A proposito di abitudini alimentari, non trova curioso che, oggi, il vino sia proibito consumare vino proprio in quelle aree dove la vite fu coltivata per la prima volta?«Possiamo osservare che il vino era un prodotto di lusso, un bene superfluo e non necessario. Il suo abuso può condurre alla perdita di controllo, colpa considerata molto grave per le religioni puritane del deserto, che condannano allo stesso modo il lusso e altri eccessi».
Nel suo libro, viene descritto un ruolo della donna all’interno della storia della famiglia occidentale molto diverso dal solito cliché della donna ignorata o sottomessa. In che senso possiamo parlare di famiglie in cui la figura della madre è dominante?«Il ruolo della donna mi interessa perché non credo che, neppure nelle società cosiddette primitive, le donne siano mai state semplicemente “scambiate” tra gli uomini. In Eurasia, poi, il loro ruolo era più importante per il fatto che quasi sempre, col matrimonio, portavano la dote, gestendo così dei beni che rendevano la loro posizione più importante anche nel campo di affari prevalentemente maschili. Una donna senza fratelli diventava erede anche per quello che concerne ruoli di comando fino, addirittura, alla corona regale».

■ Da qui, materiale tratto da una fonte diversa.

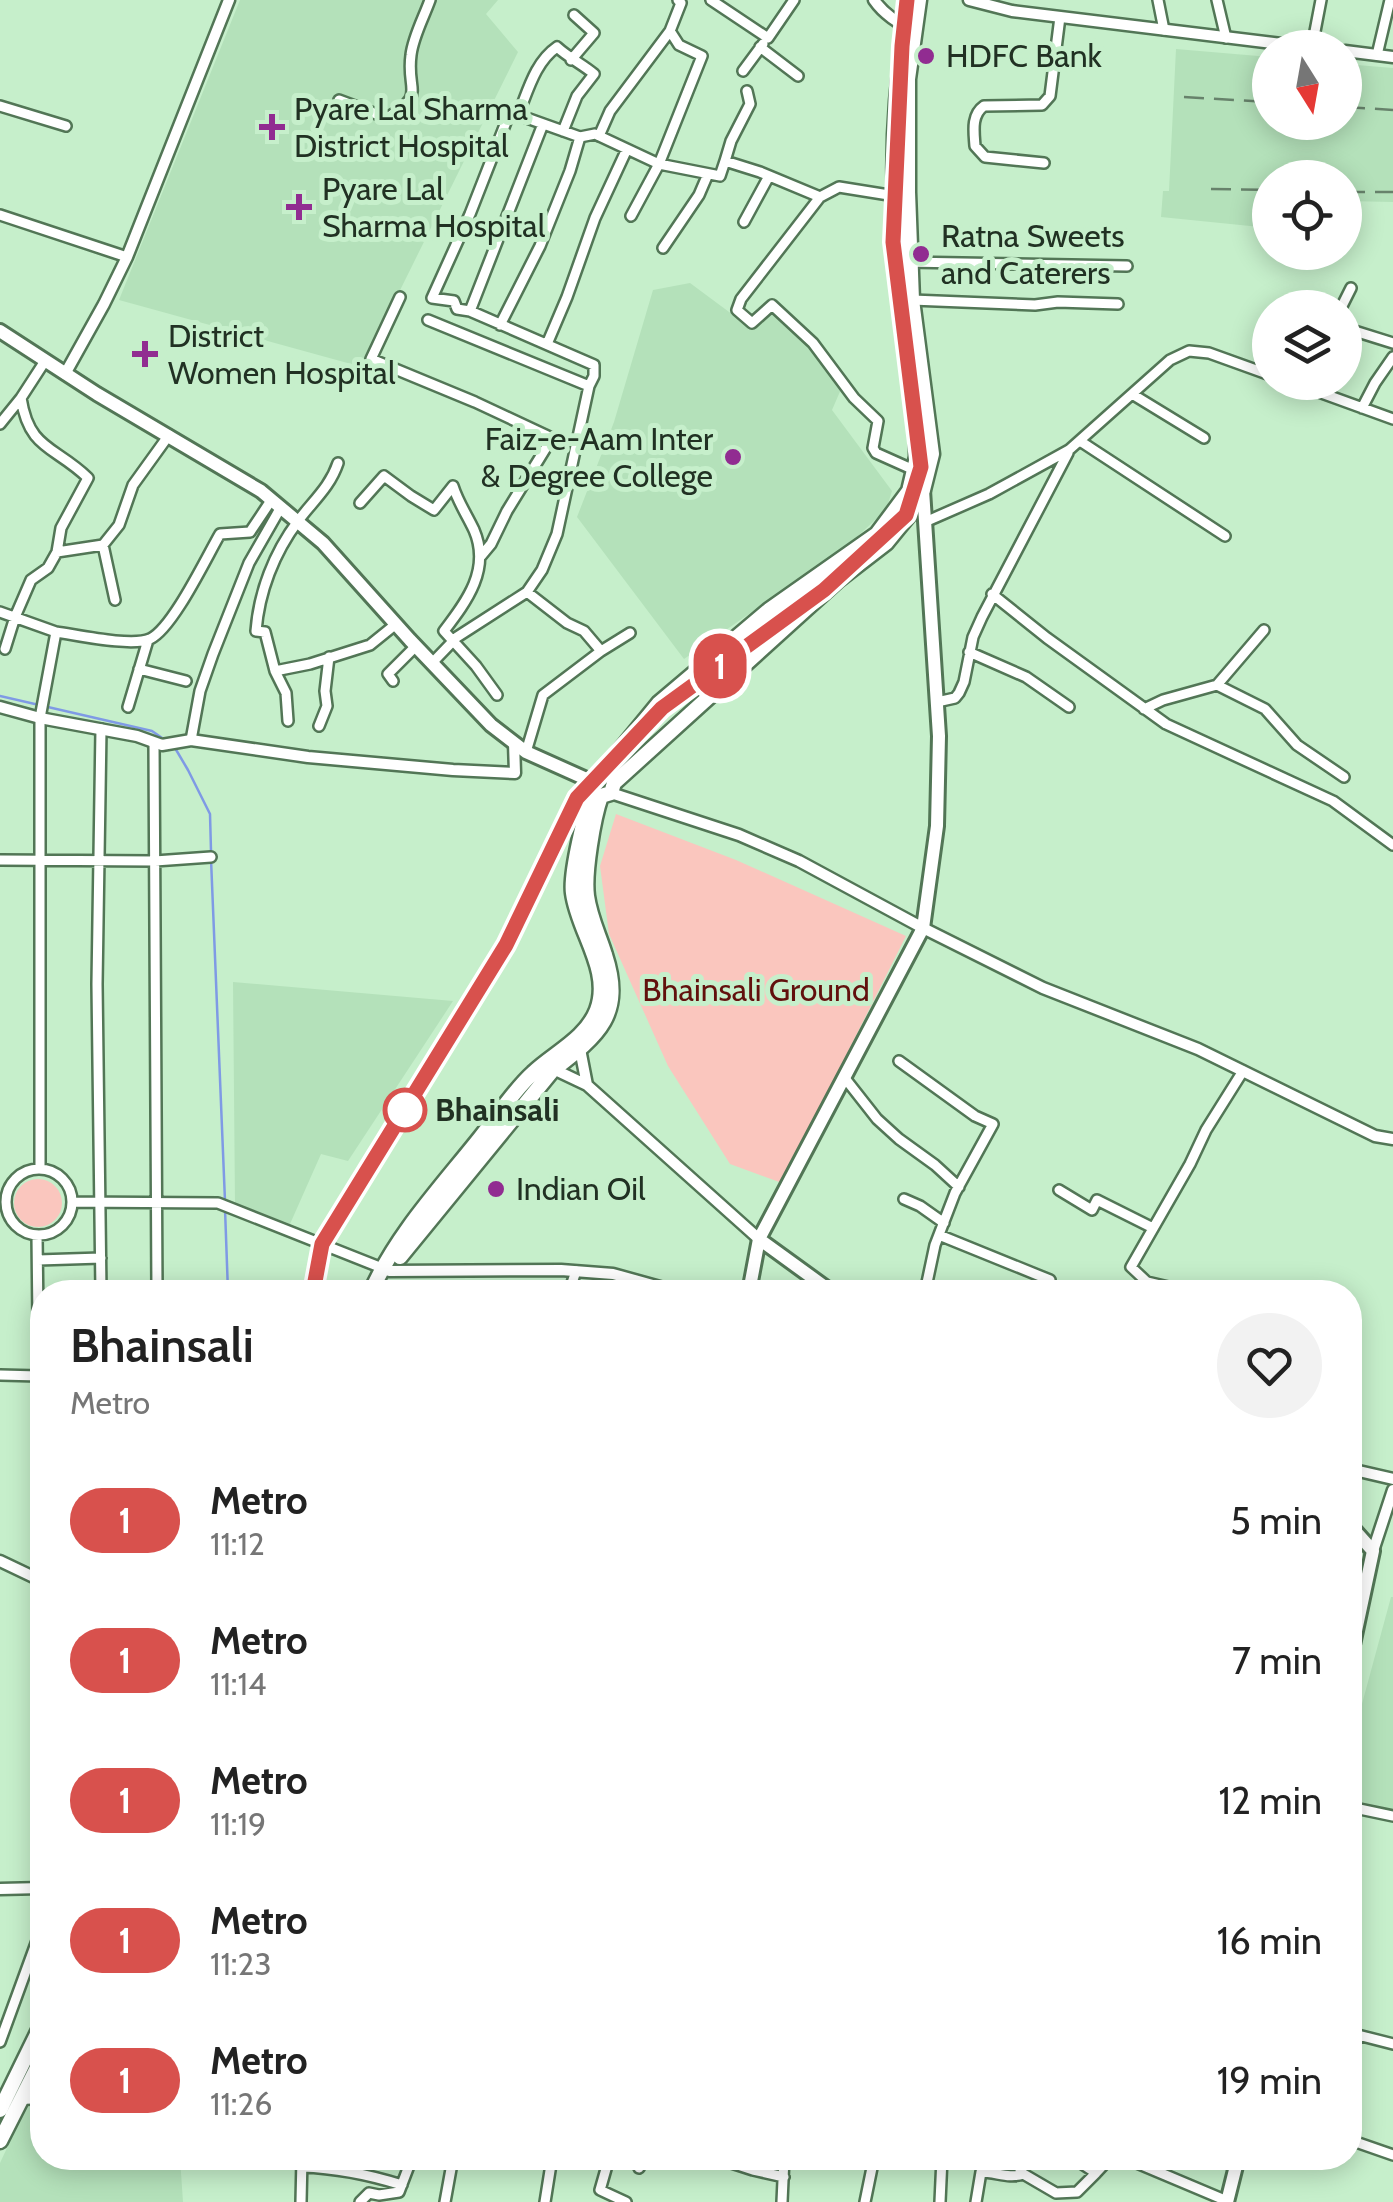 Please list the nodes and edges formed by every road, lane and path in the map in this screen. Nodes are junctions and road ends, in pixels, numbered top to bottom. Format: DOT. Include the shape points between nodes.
graph roads {
  1 [pos="228,0"];
  2 [pos="430,0"];
  3 [pos="710,0"];
  4 [pos="794,0"];
  5 [pos="874,0"];
  6 [pos="911,0"];
  7 [pos="918,0"];
  8 [pos="969,0"];
  9 [pos="1158,0"];
  10 [pos="1217,0"];
  11 [pos="1321,0"];
  12 [pos="1390,0"];
  13 [pos="678,1"];
  14 [pos="574,15"];
  15 [pos="1060,17"];
  16 [pos="910,28"];
  17 [pos="1164,30"];
  18 [pos="1316,30"];
  19 [pos="670,32"];
  20 [pos="768,38"];
  21 [pos="1226,38"];
  22 [pos="1252,41"];
  23 [pos="760,48"];
  24 [pos="1362,53"];
  25 [pos="1377,55"];
  26 [pos="1393,57"];
  27 [pos="570,60"];
  28 [pos="743,71"];
  29 [pos="798,76"];
  30 [pos="747,91"];
  31 [pos="339,100"];
  32 [pos="0,106"];
  33 [pos="518,115"];
  34 [pos="543,124"];
  35 [pos="66,126"];
  36 [pos="902,126"];
  37 [pos="563,131"];
  38 [pos="580,136"];
  39 [pos="599,136"];
  40 [pos="627,150"];
  41 [pos="725,161"];
  42 [pos="1044,162"];
  43 [pos="659,164"];
  44 [pos="708,174"];
  45 [pos="768,176"];
  46 [pos="895,196"];
  47 [pos="820,198"];
  48 [pos="0,215"];
  49 [pos="631,216"];
  50 [pos="744,222"];
  51 [pos="664,248"];
  52 [pos="126,257"];
  53 [pos="904,262"];
  54 [pos="1127,266"];
  55 [pos="400,297"];
  56 [pos="912,300"];
  57 [pos="1118,304"];
  58 [pos="470,311"];
  59 [pos="428,320"];
  60 [pos="500,325"];
  61 [pos="0,331"];
  62 [pos="1362,333"];
  63 [pos="1393,343"];
  64 [pos="547,344"];
  65 [pos="1393,357"];
  66 [pos="45,361"];
  67 [pos="1252,369"];
  68 [pos="65,374"];
  69 [pos="589,386"];
  70 [pos="1132,394"];
  71 [pos="21,398"];
  72 [pos="1340,400"];
  73 [pos="1362,408"];
  74 [pos="1393,419"];
  75 [pos="0,424"];
  76 [pos="169,436"];
  77 [pos="1204,438"];
  78 [pos="1080,442"];
  79 [pos="1070,450"];
  80 [pos="338,463"];
  81 [pos="914,470"];
  82 [pos="916,491"];
  83 [pos="360,503"];
  84 [pos="276,504"];
  85 [pos="298,522"];
  86 [pos="925,522"];
  87 [pos="1226,536"];
  88 [pos="103,546"];
  89 [pos="56,552"];
  90 [pos="482,556"];
  91 [pos="527,592"];
  92 [pos="992,594"];
  93 [pos="115,600"];
  94 [pos="0,612"];
  95 [pos="15,617"];
  96 [pos="396,624"];
  97 [pos="1264,630"];
  98 [pos="56,632"];
  99 [pos="630,633"];
  100 [pos="148,640"];
  101 [pos="452,642"];
  102 [pos="416,646"];
  103 [pos="5,650"];
  104 [pos="600,651"];
  105 [pos="969,652"];
  106 [pos="329,656"];
  107 [pos="432,662"];
  108 [pos="139,669"];
  109 [pos="275,671"];
  110 [pos="186,681"];
  111 [pos="394,681"];
  112 [pos="1217,685"];
  113 [pos="497,695"];
  114 [pos="937,702"];
  115 [pos="0,707"];
  116 [pos="128,708"];
  117 [pos="1069,708"];
  118 [pos="1144,709"];
  119 [pos="40,718"];
  120 [pos="288,721"];
  121 [pos="319,726"];
  122 [pos="101,730"];
  123 [pos="186,741"];
  124 [pos="514,743"];
  125 [pos="158,745"];
  126 [pos="526,752"];
  127 [pos="1344,777"];
  128 [pos="602,786"];
  129 [pos="1393,845"];
  130 [pos="212,857"];
  131 [pos="0,860"];
  132 [pos="40,860"];
  133 [pos="100,860"];
  134 [pos="155,861"];
  135 [pos="923,928"];
  136 [pos="577,1044"];
  137 [pos="899,1061"];
  138 [pos="549,1067"];
  139 [pos="1243,1071"];
  140 [pos="844,1077"];
  141 [pos="588,1085"];
  142 [pos="1375,1136"];
  143 [pos="1393,1138"];
  144 [pos="1393,1148"];
  145 [pos="40,1168"];
  146 [pos="958,1187"];
  147 [pos="1059,1190"];
  148 [pos="904,1199"];
  149 [pos="73,1202"];
  150 [pos="100,1202"];
  151 [pos="156,1202"];
  152 [pos="3,1203"];
  153 [pos="944,1223"];
  154 [pos="1152,1228"];
  155 [pos="37,1235"];
  156 [pos="939,1236"];
  157 [pos="759,1239"];
  158 [pos="101,1258"];
  159 [pos="38,1260"];
  160 [pos="385,1269"];
  161 [pos="576,1271"];
  162 [pos="38,1280"];
  163 [pos="101,1280"];
  164 [pos="157,1280"];
  165 [pos="378,1280"];
  166 [pos="383,1280"];
  167 [pos="573,1280"];
  168 [pos="635,1280"];
  169 [pos="752,1280"];
  170 [pos="815,1280"];
  171 [pos="927,1280"];
  172 [pos="1050,1280"];
  173 [pos="1145,1280"];
  174 [pos="0,1374"];
  175 [pos="30,1376"];
  176 [pos="1362,1472"];
  177 [pos="1393,1479"];
  178 [pos="1393,1490"];
  179 [pos="1362,1539"];
  180 [pos="1373,1551"];
  181 [pos="0,1561"];
  182 [pos="30,1575"];
  183 [pos="1362,1603"];
  184 [pos="1362,1810"];
  185 [pos="1393,1816"];
  186 [pos="30,1888"];
  187 [pos="0,1889"];
  188 [pos="30,1960"];
  189 [pos="1362,2036"];
  190 [pos="0,2042"];
  191 [pos="1393,2044"];
  192 [pos="30,2049"];
  193 [pos="30,2083"];
  194 [pos="22,2099"];
  195 [pos="30,2099"];
  196 [pos="0,2110"];
  197 [pos="0,2141"];
  198 [pos="1362,2144"];
  199 [pos="1393,2155"];
  200 [pos="302,2170"];
  201 [pos="342,2170"];
  202 [pos="408,2170"];
  203 [pos="451,2170"];
  204 [pos="550,2170"];
  205 [pos="606,2170"];
  206 [pos="753,2170"];
  207 [pos="784,2170"];
  208 [pos="872,2170"];
  209 [pos="941,2170"];
  210 [pos="1020,2170"];
  211 [pos="1091,2170"];
  212 [pos="1099,2170"];
  213 [pos="1154,2170"];
  214 [pos="1235,2170"];
  215 [pos="1096,2173"];
  216 [pos="1023,2174"];
  217 [pos="784,2176"];
  218 [pos="402,2186"];
  219 [pos="785,2201"];
  220 [pos="302,2202"];
  221 [pos="360,2202"];
  222 [pos="445,2202"];
  223 [pos="545,2202"];
  224 [pos="626,2202"];
  225 [pos="865,2202"];
  226 [pos="940,2202"];
  227 [pos="976,2202"];
  228 [pos="1227,2202"];
  1 -- 52 [label="street"];
  2 -- 31 [label="street" via="411,54 413,94 407,106 387,118"];
  3 -- 20 [label="street"];
  4 -- 20 [label="street"];
  5 -- 16 [label="street"];
  6 -- 16 [label="main road"];
  7 -- 16 [label="main road"];
  8 -- 15 [label="street"];
  9 -- 17 [label="street"];
  10 -- 21 [label="street"];
  11 -- 18 [label="street"];
  12 -- 25 [label="street"];
  13 -- 19 [label="street"];
  14 -- 27 [label="street" via="594,33"];
  15 -- 17 [label="street"];
  15 -- 42 [label="street" via="1046,103 984,106 973,130 975,146 986,156"];
  16 -- 36 [label="main road"];
  17 -- 21 [label="street"];
  19 -- 39 [label="street" via="610,111"];
  19 -- 43 [label="street" via="702,56"];
  20 -- 23 [label="street"];
  21 -- 22 [label="street"];
  23 -- 28 [label="street"];
  23 -- 29 [label="street"];
  24 -- 25 [label="street"];
  25 -- 26 [label="street"];
  27 -- 33 [label="street" via="557,48 546,55"];
  27 -- 37 [label="street" via="594,74"];
  30 -- 41 [label="street" via="750,104"];
  32 -- 35 [label="street"];
  33 -- 34 [label="street"];
  33 -- 58 [label="street" via="510,112 432,298 454,300 457,309"];
  34 -- 37 [label="street"];
  34 -- 58 [label="street"];
  36 -- 46 [label="main road"];
  36 -- 53 [label="main road"];
  37 -- 38 [label="street"];
  38 -- 39 [label="street"];
  38 -- 60 [label="street" via="540,246"];
  39 -- 40 [label="street"];
  40 -- 43 [label="street"];
  40 -- 64 [label="street"];
  41 -- 44 [label="street" via="720,176"];
  41 -- 45 [label="street"];
  43 -- 44 [label="street"];
  43 -- 49 [label="street"];
  44 -- 51 [label="street"];
  45 -- 47 [label="street"];
  45 -- 50 [label="street"];
  46 -- 47 [label="street" via="840,187"];
  46 -- 53 [label="main road"];
  47 -- 81 [label="street" via="737,310 752,323 772,305 814,343 878,421 876,452"];
  48 -- 52 [label="street"];
  52 -- 68 [label="street"];
  53 -- 54 [label="street"];
  53 -- 56 [label="main road"];
  53 -- 81 [label="main road"];
  55 -- 90 [label="street" via="371,359 552,438"];
  56 -- 57 [label="street"];
  56 -- 82 [label="main road" via="932,454"];
  58 -- 60 [label="street"];
  59 -- 69 [label="street"];
  60 -- 64 [label="street"];
  61 -- 66 [label="main road"];
  62 -- 63 [label="street"];
  64 -- 69 [label="street" via="594,364"];
  65 -- 73 [label="street"];
  66 -- 68 [label="main road"];
  66 -- 71 [label="street"];
  67 -- 70 [label="street" via="1188,351"];
  68 -- 76 [label="main road"];
  69 -- 91 [label="street" via="557,534"];
  70 -- 77 [label="street"];
  70 -- 78 [label="street"];
  71 -- 75 [label="street"];
  71 -- 89 [label="street" via="24,420 38,442 88,478"];
  72 -- 73 [label="street"];
  73 -- 74 [label="street"];
  76 -- 84 [label="main road"];
  76 -- 88 [label="street" via="133,485 119,525"];
  78 -- 79 [label="street"];
  78 -- 87 [label="street"];
  79 -- 86 [label="street"];
  79 -- 92 [label="street"];
  80 -- 85 [label="street"];
  81 -- 82 [label="main road"];
  82 -- 86 [label="main road"];
  82 -- 128 [label="main road" via="877,534 769,610 660,703"];
  82 -- 128 [label="main road" via="908,516 886,543"];
  83 -- 90 [label="street" via="384,476 434,510 453,486"];
  84 -- 85 [label="main road"];
  84 -- 100 [label="street" via="250,532 220,534 165,628"];
  84 -- 123 [label="street" via="212,654"];
  85 -- 96 [label="main road"];
  85 -- 109 [label="street" via="277,555 258,610 256,631 265,632"];
  86 -- 114 [label="main road"];
  88 -- 89 [label="street"];
  88 -- 93 [label="street"];
  89 -- 95 [label="street" via="31,580"];
  90 -- 101 [label="street" via="476,582 444,631"];
  91 -- 101 [label="street"];
  91 -- 104 [label="street"];
  92 -- 105 [label="street"];
  92 -- 118 [label="street"];
  94 -- 95 [label="street"];
  95 -- 98 [label="street"];
  95 -- 103 [label="street"];
  96 -- 102 [label="main road"];
  96 -- 106 [label="street" via="370,645"];
  97 -- 112 [label="street"];
  98 -- 100 [label="street"];
  98 -- 119 [label="street"];
  99 -- 104 [label="street"];
  100 -- 108 [label="street"];
  101 -- 107 [label="street"];
  101 -- 113 [label="street"];
  102 -- 107 [label="main road"];
  102 -- 111 [label="street" via="388,674"];
  104 -- 126 [label="street" via="543,695"];
  105 -- 114 [label="street" via="959,694"];
  105 -- 117 [label="street" via="1026,676"];
  106 -- 109 [label="street"];
  106 -- 121 [label="street" via="327,706"];
  107 -- 124 [label="main road"];
  108 -- 110 [label="street"];
  108 -- 116 [label="street"];
  109 -- 120 [label="street" via="286,692"];
  112 -- 118 [label="street"];
  112 -- 127 [label="street" via="1264,709 1297,746"];
  114 -- 135 [label="main road" via="938,826"];
  115 -- 119 [label="street"];
  118 -- 129 [label="street" via="1333,801"];
  119 -- 122 [label="street"];
  119 -- 132 [label="street"];
  122 -- 125 [label="street"];
  122 -- 133 [label="street"];
  123 -- 124 [label="street" via="515,773"];
  123 -- 125 [label="street"];
  124 -- 126 [label="main road"];
  125 -- 134 [label="street"];
  126 -- 128 [label="main road"];
  128 -- 135 [label="street" via="784,854"];
  128 -- 136 [label="main road" via="588,804 572,886 602,989"];
  130 -- 134 [label="street"];
  131 -- 132 [label="street"];
  132 -- 133 [label="street"];
  132 -- 145 [label="street"];
  133 -- 134 [label="street"];
  133 -- 150 [label="street"];
  134 -- 151 [label="street"];
  135 -- 139 [label="street" via="1043,988"];
  135 -- 140 [label="main road"];
  136 -- 138 [label="main road"];
  136 -- 141 [label="street"];
  137 -- 146 [label="street" via="993,1124"];
  138 -- 141 [label="street"];
  138 -- 160 [label="main road"];
  139 -- 142 [label="street"];
  139 -- 154 [label="street"];
  140 -- 146 [label="street" via="877,1119"];
  140 -- 157 [label="main road"];
  141 -- 157 [label="street"];
  142 -- 143 [label="street"];
  142 -- 144 [label="street"];
  145 -- 149 [label="street" via="63,1178"];
  145 -- 152 [label="street" via="16,1179"];
  146 -- 153 [label="street"];
  147 -- 154 [label="street" via="1092,1210 1096,1200"];
  148 -- 153 [label="street"];
  149 -- 150 [label="street"];
  149 -- 155 [label="street" via="62,1226"];
  150 -- 151 [label="street"];
  150 -- 158 [label="street"];
  151 -- 160 [label="street" via="218,1203"];
  151 -- 164 [label="street"];
  152 -- 155 [label="street" via="16,1225"];
  153 -- 156 [label="street"];
  154 -- 173 [label="street" via="1131,1268"];
  155 -- 159 [label="street"];
  156 -- 171 [label="street"];
  156 -- 172 [label="street"];
  157 -- 169 [label="main road"];
  157 -- 170 [label="main road"];
  158 -- 159 [label="street"];
  158 -- 163 [label="street"];
  159 -- 162 [label="street"];
  160 -- 161 [label="street"];
  160 -- 165 [label="main road"];
  160 -- 166 [label="main road"];
  161 -- 167 [label="street"];
  161 -- 168 [label="street"];
  174 -- 175 [label="street"];
  176 -- 177 [label="street"];
  178 -- 180 [label="street"];
  179 -- 180 [label="main road"];
  180 -- 183 [label="main road"];
  181 -- 182 [label="street"];
  184 -- 185 [label="street"];
  186 -- 187 [label="street"];
  188 -- 190 [label="street"];
  189 -- 191 [label="street"];
  192 -- 196 [label="main road"];
  193 -- 194 [label="main road"];
  194 -- 195 [label="street"];
  194 -- 197 [label="main road"];
  198 -- 199 [label="street"];
  200 -- 220 [label="street"];
  201 -- 218 [label="street"];
  202 -- 218 [label="street"];
  203 -- 222 [label="street"];
  204 -- 223 [label="street"];
  205 -- 224 [label="street" via="600,2190"];
  206 -- 217 [label="street"];
  207 -- 217 [label="street"];
  208 -- 225 [label="street"];
  209 -- 226 [label="street"];
  210 -- 216 [label="street"];
  211 -- 215 [label="street"];
  212 -- 215 [label="street"];
  213 -- 228 [label="street"];
  214 -- 228 [label="main road"];
  215 -- 216 [label="street" via="1077,2192 1056,2193"];
  216 -- 227 [label="street" via="981,2172"];
  217 -- 219 [label="street"];
  218 -- 221 [label="street" via="398,2192 369,2193"];
}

Quali sono i valori diversi nei sistemi famigliari europei ed asiatici?«Nonostante Malthus e altri scrittori dell’Ottocento, i sistemi famigliari europei e asiatici hanno molto in comune, a cominciare dalla dote e dal fatto che anche le donne, col matrimonio, ereditavano parte dei beni, anche se spesso, in minore quantità dei loro fratelli. Il cristianesimo, però, impose regole precise e proibì il matrimonio tra parenti prossimi che talvolta era comune in Oriente, come lo era nell’antica Roma. L’Oriente, invece, aveva matrimoni più precoci, ma la fertilità maritale era più bassa, e quindi non ci fu grande differenza».
In che modo l’etnocentrismo di molti studi occidentali distorce la comprensione della storia?«Perché non vede assolutamente le somiglianze tra Oriente e Occidente, diffondendo l’idea che solo l’Occidente inventò il capitalismo, cosa che può essere molto ingannevole e ostacolare la comprensione dell’ascesa della Cina e dell’India. Fino alla fine del diciottesimo secolo, la Cina era la più grande nazione esportatrice; i suoi attuali risultati, in linea di principio, non sono affatto “nuovi”».
Lei critica sia l’approccio alla storia di Marx che quello di Weber, e rivaluta l’importanza di James Frazer. Forse lo studio della letteratura e del mito è più utile all’antropologia dell’economia o della sociologia?«Penso che Marx e Weber abbiano dato un po’ troppa enfasi alle conquiste dell’Occidente, il che può andare bene per l’Ottocento, ma distorce quello che è accaduto prima. Personalmente, ritengo sia l’economia che la politica molto importanti in tutte le società, mentre il mito e la letteratura giocano un ruolo meno importante, tranne che, ovviamente, per gli studiosi di letteratura».